> [Data records]:

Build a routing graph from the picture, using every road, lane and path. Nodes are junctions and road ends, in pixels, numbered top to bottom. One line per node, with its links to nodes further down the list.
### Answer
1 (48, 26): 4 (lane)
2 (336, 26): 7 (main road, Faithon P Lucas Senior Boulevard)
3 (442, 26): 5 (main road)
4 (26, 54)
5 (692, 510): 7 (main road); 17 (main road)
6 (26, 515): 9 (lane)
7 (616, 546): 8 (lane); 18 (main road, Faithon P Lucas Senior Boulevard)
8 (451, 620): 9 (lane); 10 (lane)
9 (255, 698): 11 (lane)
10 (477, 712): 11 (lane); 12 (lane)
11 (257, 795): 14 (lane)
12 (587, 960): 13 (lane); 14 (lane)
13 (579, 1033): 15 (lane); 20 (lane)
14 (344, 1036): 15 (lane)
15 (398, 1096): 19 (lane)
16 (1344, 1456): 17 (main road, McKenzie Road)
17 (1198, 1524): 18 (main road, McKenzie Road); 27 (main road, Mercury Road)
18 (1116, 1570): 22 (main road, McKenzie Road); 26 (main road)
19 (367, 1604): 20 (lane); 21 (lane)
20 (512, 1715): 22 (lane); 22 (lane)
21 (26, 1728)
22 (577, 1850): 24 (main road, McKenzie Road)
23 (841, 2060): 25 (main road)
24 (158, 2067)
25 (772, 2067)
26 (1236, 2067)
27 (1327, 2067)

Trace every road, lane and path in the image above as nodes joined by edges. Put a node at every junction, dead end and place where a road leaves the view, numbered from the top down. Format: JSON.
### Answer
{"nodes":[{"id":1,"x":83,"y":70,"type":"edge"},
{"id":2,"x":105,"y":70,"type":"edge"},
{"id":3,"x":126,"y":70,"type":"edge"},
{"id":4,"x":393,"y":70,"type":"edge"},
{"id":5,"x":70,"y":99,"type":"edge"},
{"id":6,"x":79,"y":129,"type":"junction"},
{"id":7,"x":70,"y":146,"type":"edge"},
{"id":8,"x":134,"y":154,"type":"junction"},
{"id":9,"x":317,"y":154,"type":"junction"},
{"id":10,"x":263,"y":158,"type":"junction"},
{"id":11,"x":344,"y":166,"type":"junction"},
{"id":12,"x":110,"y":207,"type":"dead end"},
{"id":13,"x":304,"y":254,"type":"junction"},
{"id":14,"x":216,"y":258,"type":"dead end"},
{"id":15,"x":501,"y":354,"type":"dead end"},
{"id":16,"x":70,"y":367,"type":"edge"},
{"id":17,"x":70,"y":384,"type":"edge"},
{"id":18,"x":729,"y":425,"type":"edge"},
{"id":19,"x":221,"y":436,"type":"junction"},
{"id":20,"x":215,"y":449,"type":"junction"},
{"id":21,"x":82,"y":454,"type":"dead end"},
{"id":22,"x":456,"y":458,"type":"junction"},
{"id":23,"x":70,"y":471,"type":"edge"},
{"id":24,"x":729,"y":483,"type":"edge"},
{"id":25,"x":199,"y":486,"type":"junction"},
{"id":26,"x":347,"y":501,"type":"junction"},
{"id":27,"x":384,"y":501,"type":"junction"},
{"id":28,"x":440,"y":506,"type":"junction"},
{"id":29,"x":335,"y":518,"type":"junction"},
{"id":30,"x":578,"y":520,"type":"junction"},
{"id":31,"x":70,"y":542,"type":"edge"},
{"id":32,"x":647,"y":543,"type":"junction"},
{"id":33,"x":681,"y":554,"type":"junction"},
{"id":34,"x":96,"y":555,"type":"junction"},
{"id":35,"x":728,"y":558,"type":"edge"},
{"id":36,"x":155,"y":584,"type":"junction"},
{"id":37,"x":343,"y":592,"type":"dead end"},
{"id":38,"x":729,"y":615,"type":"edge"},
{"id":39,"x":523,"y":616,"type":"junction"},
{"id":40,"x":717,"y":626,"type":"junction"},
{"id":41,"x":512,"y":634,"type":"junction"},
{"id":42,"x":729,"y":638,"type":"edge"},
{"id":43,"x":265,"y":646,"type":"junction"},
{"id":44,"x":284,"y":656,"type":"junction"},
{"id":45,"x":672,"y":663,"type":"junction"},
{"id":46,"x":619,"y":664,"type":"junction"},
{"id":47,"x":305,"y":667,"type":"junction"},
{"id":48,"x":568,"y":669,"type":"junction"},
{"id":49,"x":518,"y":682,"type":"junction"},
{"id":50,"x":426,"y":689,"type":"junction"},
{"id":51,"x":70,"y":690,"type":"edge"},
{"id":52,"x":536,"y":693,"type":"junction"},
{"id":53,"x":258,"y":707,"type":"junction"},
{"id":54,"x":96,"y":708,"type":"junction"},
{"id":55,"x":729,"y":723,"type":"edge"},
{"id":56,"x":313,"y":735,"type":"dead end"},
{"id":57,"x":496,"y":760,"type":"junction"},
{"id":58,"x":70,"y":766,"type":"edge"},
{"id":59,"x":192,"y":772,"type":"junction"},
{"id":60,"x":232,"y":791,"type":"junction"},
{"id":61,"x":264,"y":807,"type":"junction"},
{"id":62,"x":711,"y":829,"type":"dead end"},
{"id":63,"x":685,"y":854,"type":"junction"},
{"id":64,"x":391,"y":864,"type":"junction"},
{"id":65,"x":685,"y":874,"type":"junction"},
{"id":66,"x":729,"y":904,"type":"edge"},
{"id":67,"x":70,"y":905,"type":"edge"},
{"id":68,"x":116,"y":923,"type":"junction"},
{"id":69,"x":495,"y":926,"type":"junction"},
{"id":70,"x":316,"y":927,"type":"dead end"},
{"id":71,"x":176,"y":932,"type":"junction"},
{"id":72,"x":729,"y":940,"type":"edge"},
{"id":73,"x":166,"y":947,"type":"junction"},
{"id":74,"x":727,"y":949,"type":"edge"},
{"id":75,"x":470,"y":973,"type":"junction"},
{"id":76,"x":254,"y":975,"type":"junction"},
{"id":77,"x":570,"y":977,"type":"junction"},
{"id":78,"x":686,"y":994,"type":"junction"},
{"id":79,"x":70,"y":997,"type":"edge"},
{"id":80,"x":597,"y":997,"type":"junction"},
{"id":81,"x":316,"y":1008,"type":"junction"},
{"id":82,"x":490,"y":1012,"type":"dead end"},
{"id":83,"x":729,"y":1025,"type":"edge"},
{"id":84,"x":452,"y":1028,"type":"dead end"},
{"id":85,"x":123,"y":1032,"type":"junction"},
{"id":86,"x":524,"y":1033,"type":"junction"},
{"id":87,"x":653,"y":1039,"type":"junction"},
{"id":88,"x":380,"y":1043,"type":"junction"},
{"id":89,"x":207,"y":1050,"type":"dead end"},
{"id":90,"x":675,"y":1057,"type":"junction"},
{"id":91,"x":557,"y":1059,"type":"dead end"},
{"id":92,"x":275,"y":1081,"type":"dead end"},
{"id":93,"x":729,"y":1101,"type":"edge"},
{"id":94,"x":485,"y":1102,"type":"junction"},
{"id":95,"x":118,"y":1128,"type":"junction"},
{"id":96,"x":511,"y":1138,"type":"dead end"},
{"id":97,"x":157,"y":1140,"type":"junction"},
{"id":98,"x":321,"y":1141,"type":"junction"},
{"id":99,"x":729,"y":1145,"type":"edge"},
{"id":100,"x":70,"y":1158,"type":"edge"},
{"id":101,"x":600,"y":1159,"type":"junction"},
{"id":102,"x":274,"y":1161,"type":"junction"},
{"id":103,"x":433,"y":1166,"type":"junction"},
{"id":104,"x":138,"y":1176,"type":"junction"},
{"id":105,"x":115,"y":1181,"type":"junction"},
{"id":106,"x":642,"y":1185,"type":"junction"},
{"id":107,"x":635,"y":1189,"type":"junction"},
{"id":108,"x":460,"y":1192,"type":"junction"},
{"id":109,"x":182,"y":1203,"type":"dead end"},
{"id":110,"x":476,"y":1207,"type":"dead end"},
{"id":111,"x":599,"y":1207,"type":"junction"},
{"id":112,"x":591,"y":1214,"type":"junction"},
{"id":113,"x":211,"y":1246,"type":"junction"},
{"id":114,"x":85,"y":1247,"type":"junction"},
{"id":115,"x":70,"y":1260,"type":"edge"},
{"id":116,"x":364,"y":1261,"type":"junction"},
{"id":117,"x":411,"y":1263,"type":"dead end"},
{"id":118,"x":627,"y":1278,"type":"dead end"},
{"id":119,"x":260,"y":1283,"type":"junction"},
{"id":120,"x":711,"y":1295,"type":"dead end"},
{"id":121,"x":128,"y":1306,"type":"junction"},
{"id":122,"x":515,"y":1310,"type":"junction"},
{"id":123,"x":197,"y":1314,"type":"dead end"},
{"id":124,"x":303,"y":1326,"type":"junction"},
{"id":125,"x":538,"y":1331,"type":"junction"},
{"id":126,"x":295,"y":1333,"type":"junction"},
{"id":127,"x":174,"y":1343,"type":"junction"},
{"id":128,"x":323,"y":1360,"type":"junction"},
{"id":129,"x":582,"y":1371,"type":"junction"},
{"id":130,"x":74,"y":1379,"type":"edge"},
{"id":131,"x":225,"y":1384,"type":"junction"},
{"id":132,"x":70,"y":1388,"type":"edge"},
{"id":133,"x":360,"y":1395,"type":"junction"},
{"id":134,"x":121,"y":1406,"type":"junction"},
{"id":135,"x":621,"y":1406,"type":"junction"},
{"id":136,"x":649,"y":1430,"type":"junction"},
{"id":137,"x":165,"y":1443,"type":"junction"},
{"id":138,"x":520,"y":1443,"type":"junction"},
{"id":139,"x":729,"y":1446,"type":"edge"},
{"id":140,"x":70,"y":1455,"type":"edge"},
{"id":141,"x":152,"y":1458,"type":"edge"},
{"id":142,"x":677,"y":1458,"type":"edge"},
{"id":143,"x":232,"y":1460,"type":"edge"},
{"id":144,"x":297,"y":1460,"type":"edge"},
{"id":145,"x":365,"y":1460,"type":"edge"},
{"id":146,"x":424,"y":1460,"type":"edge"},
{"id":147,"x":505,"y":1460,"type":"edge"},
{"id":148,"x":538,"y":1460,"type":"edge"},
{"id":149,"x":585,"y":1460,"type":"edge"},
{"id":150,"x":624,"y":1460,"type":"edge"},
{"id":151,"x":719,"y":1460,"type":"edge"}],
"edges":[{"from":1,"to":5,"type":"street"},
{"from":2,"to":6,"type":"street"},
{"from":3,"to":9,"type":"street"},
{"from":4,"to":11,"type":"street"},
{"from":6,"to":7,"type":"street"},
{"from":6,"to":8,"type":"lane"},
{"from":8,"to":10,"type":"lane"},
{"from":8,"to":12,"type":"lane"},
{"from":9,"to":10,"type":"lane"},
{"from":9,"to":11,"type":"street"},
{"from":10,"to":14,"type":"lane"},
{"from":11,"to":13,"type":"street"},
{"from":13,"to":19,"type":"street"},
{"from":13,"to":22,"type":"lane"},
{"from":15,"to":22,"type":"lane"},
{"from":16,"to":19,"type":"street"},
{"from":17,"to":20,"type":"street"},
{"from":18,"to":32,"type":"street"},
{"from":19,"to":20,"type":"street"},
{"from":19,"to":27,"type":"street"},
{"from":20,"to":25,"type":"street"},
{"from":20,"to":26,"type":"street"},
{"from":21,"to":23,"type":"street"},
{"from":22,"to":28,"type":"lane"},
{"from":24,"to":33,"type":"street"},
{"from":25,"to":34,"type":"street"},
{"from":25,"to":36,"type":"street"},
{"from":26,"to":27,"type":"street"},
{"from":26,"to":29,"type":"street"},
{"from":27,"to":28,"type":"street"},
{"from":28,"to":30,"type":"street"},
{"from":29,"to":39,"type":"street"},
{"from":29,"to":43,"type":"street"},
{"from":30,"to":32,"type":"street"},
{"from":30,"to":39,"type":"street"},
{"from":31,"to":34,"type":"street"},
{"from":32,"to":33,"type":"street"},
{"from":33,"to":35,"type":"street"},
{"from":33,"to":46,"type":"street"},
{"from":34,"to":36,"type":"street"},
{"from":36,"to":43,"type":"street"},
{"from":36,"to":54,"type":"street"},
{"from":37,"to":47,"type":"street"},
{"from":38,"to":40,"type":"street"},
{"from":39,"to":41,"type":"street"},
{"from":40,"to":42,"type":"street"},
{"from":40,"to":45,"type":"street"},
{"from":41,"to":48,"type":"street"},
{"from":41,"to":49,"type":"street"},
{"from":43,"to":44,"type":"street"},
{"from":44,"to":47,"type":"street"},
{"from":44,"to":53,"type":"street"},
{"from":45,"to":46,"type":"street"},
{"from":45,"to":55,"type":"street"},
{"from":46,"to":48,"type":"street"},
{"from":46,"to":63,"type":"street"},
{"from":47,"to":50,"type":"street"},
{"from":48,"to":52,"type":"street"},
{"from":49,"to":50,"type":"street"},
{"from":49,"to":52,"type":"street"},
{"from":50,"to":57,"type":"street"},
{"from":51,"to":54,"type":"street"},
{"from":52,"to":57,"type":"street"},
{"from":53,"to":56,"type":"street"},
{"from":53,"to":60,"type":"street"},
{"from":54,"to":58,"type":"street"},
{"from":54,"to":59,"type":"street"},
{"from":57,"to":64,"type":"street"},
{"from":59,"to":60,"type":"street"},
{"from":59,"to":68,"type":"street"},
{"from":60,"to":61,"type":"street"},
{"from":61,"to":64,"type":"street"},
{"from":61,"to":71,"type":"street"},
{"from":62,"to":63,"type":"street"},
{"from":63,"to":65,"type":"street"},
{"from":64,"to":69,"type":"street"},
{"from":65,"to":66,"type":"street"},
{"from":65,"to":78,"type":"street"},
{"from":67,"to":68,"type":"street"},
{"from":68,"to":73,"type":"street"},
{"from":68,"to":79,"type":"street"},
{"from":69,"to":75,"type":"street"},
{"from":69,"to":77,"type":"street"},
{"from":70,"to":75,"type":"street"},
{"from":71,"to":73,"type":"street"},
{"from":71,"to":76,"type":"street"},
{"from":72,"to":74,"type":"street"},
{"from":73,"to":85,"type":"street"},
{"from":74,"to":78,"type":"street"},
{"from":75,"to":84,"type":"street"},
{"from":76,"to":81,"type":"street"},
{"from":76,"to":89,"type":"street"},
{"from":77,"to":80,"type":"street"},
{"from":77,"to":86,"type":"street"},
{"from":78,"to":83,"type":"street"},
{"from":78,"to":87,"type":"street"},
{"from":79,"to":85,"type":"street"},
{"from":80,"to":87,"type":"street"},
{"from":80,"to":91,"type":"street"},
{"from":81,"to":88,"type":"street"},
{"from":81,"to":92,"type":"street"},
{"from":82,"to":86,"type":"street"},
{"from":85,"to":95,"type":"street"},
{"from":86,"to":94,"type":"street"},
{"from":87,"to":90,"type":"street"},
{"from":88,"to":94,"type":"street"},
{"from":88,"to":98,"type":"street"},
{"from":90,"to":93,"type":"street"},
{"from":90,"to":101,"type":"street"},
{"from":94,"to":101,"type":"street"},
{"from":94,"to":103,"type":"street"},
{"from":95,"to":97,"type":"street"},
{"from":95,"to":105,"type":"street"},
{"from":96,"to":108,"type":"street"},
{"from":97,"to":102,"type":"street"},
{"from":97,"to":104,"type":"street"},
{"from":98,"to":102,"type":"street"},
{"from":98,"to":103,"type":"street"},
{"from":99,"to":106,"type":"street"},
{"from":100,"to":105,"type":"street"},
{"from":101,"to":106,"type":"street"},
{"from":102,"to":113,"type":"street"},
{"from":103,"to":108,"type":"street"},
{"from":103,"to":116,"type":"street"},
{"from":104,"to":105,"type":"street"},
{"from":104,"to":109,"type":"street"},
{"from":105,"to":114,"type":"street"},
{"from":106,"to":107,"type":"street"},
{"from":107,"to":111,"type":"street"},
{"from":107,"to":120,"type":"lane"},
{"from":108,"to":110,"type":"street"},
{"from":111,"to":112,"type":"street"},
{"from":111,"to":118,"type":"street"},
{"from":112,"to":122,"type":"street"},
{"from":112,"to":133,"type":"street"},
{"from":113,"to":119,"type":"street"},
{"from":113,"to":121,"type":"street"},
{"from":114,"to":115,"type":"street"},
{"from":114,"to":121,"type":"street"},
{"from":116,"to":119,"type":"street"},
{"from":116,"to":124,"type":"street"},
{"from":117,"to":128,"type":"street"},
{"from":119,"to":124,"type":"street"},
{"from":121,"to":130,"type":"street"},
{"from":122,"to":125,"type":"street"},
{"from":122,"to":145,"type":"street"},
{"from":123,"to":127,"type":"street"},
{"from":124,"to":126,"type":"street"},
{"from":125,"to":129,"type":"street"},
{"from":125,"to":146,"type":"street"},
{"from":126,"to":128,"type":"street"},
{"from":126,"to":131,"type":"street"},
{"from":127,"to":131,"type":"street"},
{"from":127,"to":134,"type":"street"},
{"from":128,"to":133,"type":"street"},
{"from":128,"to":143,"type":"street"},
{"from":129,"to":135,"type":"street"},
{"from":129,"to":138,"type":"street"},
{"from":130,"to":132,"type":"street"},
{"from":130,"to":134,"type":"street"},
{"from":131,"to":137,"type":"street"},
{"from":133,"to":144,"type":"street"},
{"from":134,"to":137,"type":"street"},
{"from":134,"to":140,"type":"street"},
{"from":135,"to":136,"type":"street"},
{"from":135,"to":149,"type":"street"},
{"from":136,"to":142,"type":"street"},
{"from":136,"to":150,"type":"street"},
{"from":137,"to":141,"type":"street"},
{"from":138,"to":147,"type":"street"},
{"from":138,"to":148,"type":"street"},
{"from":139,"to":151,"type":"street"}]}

> [Task instructions]: Search the entries above for the string "edges". Copy each line that holds it.

> [Output of the task]:
Trace every road, lane and path in the image above as nodes joined by edges. Put a node at every junction, dead end and place where a road leaves the view, numbered from the top down. Format: JSON.
"edges":[{"from":1,"to":5,"type":"street"},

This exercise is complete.